(Stored dataset items)
===

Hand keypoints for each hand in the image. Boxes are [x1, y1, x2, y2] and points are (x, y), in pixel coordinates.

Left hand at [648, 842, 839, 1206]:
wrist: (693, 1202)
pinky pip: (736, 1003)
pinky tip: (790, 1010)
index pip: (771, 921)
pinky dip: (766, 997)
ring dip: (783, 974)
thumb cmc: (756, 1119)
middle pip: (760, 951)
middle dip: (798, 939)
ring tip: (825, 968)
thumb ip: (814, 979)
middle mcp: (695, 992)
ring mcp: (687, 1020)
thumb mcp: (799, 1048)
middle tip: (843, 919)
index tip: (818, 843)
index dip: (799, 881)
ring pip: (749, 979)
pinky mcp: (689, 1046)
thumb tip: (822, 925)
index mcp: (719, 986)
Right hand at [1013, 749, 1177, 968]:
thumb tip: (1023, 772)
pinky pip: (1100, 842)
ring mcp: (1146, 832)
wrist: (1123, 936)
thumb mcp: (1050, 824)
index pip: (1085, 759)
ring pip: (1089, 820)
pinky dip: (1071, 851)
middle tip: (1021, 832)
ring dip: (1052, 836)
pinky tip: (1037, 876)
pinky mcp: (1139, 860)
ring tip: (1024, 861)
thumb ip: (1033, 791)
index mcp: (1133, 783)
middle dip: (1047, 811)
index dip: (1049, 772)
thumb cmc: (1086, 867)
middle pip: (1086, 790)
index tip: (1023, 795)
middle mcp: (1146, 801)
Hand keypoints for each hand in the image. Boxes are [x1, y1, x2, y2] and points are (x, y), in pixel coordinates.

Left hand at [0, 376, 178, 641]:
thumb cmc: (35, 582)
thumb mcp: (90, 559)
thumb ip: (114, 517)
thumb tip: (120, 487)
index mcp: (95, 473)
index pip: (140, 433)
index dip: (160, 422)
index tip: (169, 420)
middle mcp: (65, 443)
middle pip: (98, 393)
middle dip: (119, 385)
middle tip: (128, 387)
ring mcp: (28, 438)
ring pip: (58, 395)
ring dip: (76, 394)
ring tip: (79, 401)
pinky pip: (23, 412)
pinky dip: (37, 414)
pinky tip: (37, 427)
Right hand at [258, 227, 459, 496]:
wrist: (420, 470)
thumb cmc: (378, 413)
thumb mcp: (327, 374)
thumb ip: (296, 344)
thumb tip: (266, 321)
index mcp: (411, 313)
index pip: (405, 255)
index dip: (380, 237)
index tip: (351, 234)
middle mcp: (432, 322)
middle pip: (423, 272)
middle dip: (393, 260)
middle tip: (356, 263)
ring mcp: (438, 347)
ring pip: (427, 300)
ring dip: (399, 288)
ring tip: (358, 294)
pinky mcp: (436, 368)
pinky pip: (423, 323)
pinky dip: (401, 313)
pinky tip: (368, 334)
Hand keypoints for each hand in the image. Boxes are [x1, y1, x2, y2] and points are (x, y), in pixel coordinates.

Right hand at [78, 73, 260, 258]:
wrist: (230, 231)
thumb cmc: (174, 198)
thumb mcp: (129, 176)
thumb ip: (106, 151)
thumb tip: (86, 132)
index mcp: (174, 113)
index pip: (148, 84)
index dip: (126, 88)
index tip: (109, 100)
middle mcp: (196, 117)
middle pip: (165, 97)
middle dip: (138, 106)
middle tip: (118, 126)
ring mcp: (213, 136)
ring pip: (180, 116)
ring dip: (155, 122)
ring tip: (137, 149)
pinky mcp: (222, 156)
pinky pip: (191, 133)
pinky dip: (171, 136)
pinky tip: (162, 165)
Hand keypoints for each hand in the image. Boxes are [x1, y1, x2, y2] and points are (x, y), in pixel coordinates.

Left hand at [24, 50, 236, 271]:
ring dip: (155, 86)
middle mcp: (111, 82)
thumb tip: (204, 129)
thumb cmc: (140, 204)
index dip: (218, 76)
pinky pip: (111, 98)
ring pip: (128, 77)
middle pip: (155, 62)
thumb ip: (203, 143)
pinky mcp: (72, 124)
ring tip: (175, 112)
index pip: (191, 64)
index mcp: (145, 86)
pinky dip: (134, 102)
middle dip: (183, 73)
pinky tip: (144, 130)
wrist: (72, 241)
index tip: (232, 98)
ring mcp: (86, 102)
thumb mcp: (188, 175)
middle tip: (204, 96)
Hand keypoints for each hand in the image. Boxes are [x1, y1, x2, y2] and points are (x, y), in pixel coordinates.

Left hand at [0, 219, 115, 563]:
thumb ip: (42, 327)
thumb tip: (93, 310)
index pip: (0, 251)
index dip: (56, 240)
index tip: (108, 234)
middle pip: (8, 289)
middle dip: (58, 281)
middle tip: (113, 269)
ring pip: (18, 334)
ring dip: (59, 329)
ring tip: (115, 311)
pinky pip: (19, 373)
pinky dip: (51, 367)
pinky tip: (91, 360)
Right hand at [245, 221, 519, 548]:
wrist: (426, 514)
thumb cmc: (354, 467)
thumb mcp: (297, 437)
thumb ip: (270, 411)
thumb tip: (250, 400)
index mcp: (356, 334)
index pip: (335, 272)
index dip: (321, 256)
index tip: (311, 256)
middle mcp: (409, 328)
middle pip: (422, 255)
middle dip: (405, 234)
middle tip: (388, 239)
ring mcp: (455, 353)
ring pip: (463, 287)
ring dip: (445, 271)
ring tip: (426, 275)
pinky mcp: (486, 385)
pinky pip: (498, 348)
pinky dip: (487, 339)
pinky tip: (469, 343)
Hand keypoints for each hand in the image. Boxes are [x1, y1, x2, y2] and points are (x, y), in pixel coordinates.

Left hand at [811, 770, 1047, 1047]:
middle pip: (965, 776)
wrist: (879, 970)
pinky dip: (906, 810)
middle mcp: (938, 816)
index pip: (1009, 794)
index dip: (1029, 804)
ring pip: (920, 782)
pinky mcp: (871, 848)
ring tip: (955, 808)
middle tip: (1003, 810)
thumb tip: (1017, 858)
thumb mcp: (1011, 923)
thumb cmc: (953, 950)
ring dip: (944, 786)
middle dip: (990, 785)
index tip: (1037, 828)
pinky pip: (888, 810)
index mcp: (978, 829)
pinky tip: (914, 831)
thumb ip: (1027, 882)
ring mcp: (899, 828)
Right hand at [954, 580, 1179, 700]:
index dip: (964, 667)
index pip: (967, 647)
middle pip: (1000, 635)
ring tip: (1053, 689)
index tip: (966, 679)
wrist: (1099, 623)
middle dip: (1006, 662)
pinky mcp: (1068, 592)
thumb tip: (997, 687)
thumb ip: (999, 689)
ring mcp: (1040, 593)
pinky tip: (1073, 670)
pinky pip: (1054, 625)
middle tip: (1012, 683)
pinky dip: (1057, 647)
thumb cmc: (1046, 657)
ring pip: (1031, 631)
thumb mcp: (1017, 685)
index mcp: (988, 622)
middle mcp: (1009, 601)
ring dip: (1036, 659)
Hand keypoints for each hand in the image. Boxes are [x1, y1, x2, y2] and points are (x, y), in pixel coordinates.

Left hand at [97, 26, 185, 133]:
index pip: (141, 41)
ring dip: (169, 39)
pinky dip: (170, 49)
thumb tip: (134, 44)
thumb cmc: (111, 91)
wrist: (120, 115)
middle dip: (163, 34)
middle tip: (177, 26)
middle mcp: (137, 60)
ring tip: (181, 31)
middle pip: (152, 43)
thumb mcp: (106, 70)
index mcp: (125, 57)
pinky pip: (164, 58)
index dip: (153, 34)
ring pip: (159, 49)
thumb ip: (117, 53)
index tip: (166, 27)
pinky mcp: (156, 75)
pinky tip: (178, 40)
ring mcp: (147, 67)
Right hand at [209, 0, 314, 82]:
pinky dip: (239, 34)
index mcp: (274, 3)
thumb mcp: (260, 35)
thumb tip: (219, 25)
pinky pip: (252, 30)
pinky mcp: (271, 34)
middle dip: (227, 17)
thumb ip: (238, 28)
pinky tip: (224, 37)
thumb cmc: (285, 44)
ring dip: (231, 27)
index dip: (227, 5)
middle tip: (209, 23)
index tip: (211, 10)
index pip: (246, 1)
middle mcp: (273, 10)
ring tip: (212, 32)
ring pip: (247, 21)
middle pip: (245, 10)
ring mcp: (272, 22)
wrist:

===

What lines in the entries contain "wrist"? Report each one by copying it.

Reply –
wrist: (693, 1202)
wrist: (1123, 936)
wrist: (420, 470)
wrist: (230, 231)
wrist: (72, 241)
wrist: (426, 514)
wrist: (879, 970)
wrist: (1099, 623)
wrist: (120, 115)
wrist:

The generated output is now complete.